Councillors unconvinced by walk-in-centre alternatives

Councillors still have concerns over alternative provisions for Lincoln’s Walk-In-Centre following its closure.

Lincolnshire West Clinical Commissioning Group presented the alternatives to the Health Scrutiny Panel for Lincolnshire for a second time after members of the committee said they were unconvinced by proposals in February.

The CCG had previously said it was confident that the additional GP provision included in the alternatives will cope with the demand brought on by the closure of the walk-in-centre.

New staff have been brought into Abbey Medical practice.

Abbey Medical Practice was among one of the practices that saw increased demand and has taken on more staff in order to cope.

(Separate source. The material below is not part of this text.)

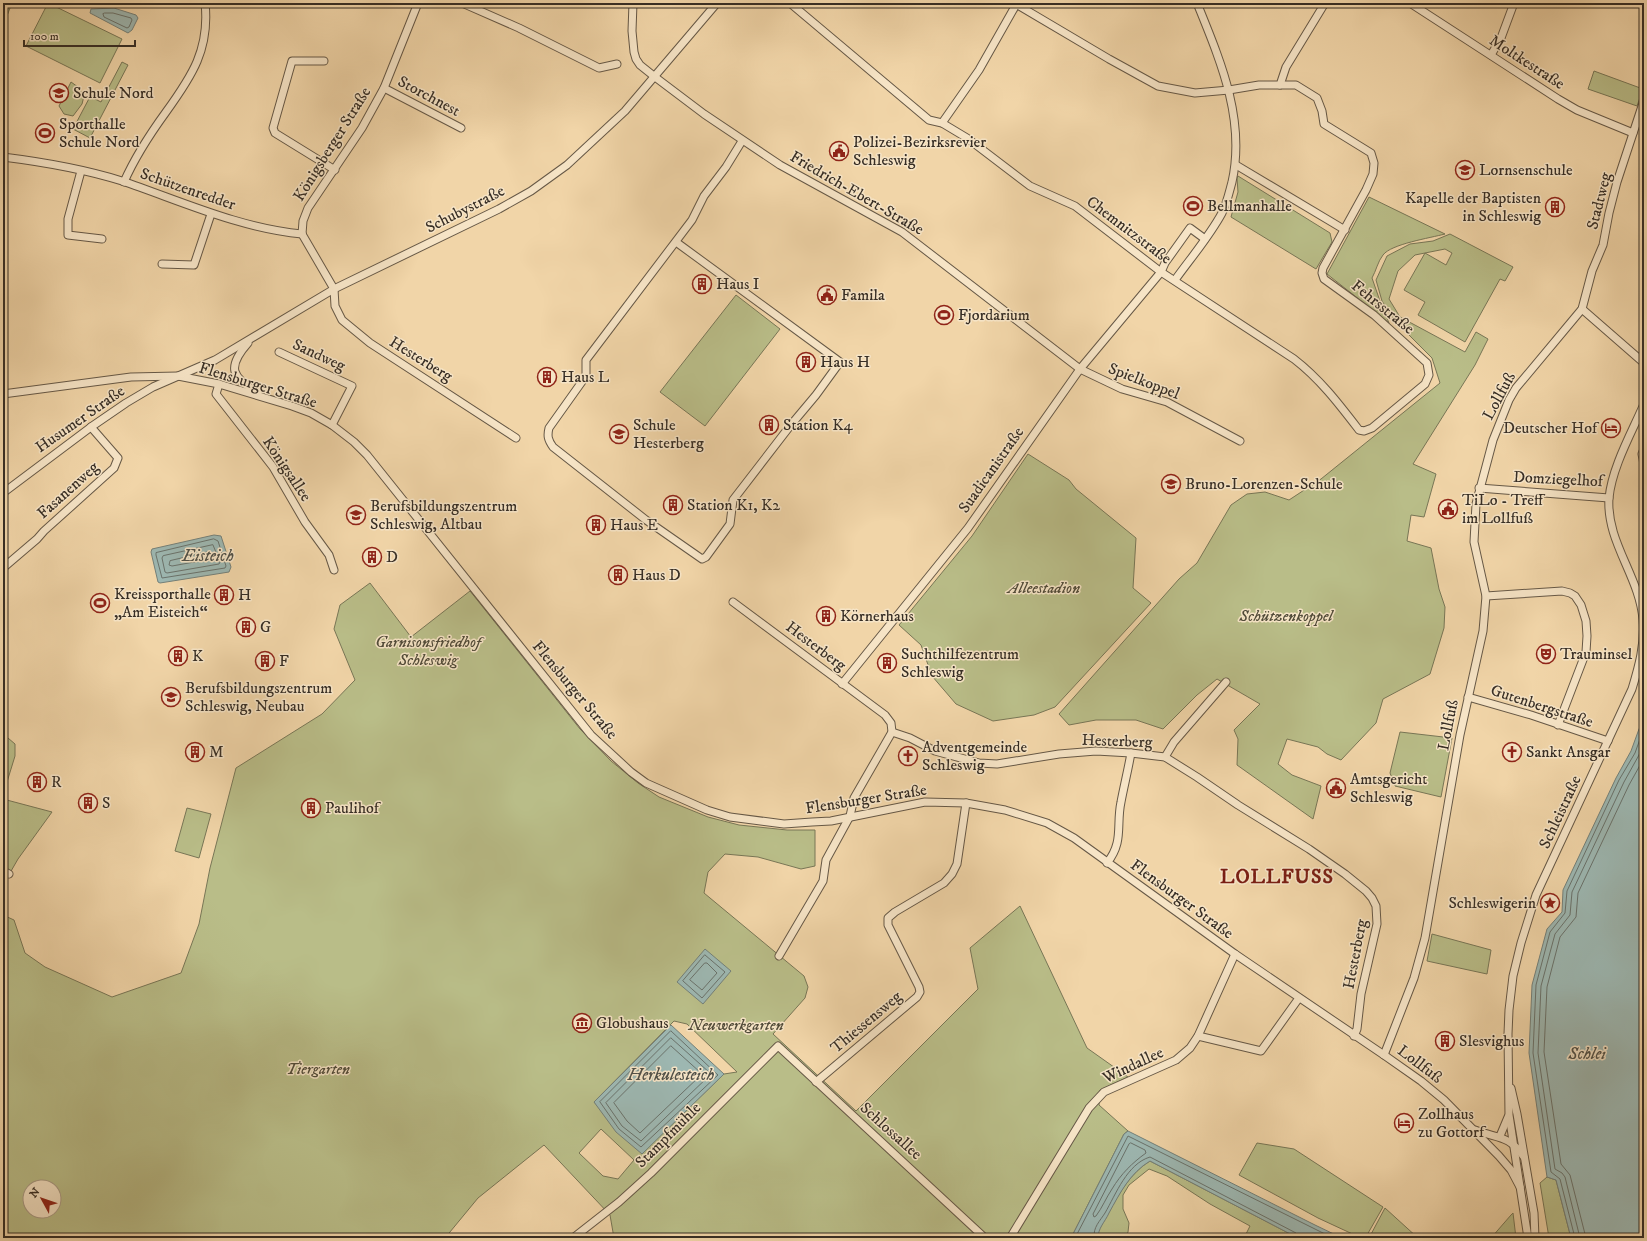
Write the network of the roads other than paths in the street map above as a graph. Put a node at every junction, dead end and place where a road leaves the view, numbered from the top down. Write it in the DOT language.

The provisions also include:

  • Engagement with university students to register with GP
  • Redeploying staff from the walk-in centre to urgent care services
  • Improvements to 111 non-emergency helpline
  • Encouraging people to use online booking and pharmacists

The CCG confirmed that work is underway to consolidate the service provided at Abbey Medical into one building.

The practice is currently using extra space at the opposite Arboretum surgery.

But Councillor Carl Macey, chair of the health scrutiny panel, has said that the provisions still remain “shaky” and has asked for further updates on the alternatives.

He said: “The concerns surrounding the provisions were that there is not enough data there to corroborate what the CCG were saying.

“They are saying that these alternatives are in place, but when you start to do an in depth dive they are a bit shaky in certain areas.”

Dr Sunil Hindocha. Photo: Stee Smailes for The Lincolnite

But Dr Sunil Hindocha, chief clinical officer at Lincolnshire West CCG, said that further GP provision is adequate for the closure of the walk-in-centre.

“I think the issue is much more about general practice provision and community provision,” he said.

“That will work with the GP forward plan locally and nationally with international recruitment and getting more doctors in, retaining more staff and working in a different way with more physiotherapists in our practices is the right thing to do.”

Lincolnshire West CCG confirmed the closure of the Lincoln walk-in centre in January 2018 after nine years of service to the city.

A consultation exercise organised by the CCG saw 94% of respondents opposed to the closure.

NHS bosses said that 95% of walk-in centre users had ailments which could be treated elsewhere, and had worked hard to provide an additional 190 GP appointments each day.

They argued that there was a duplication of services and that there would be no impact on Lincoln County Hospital A&E.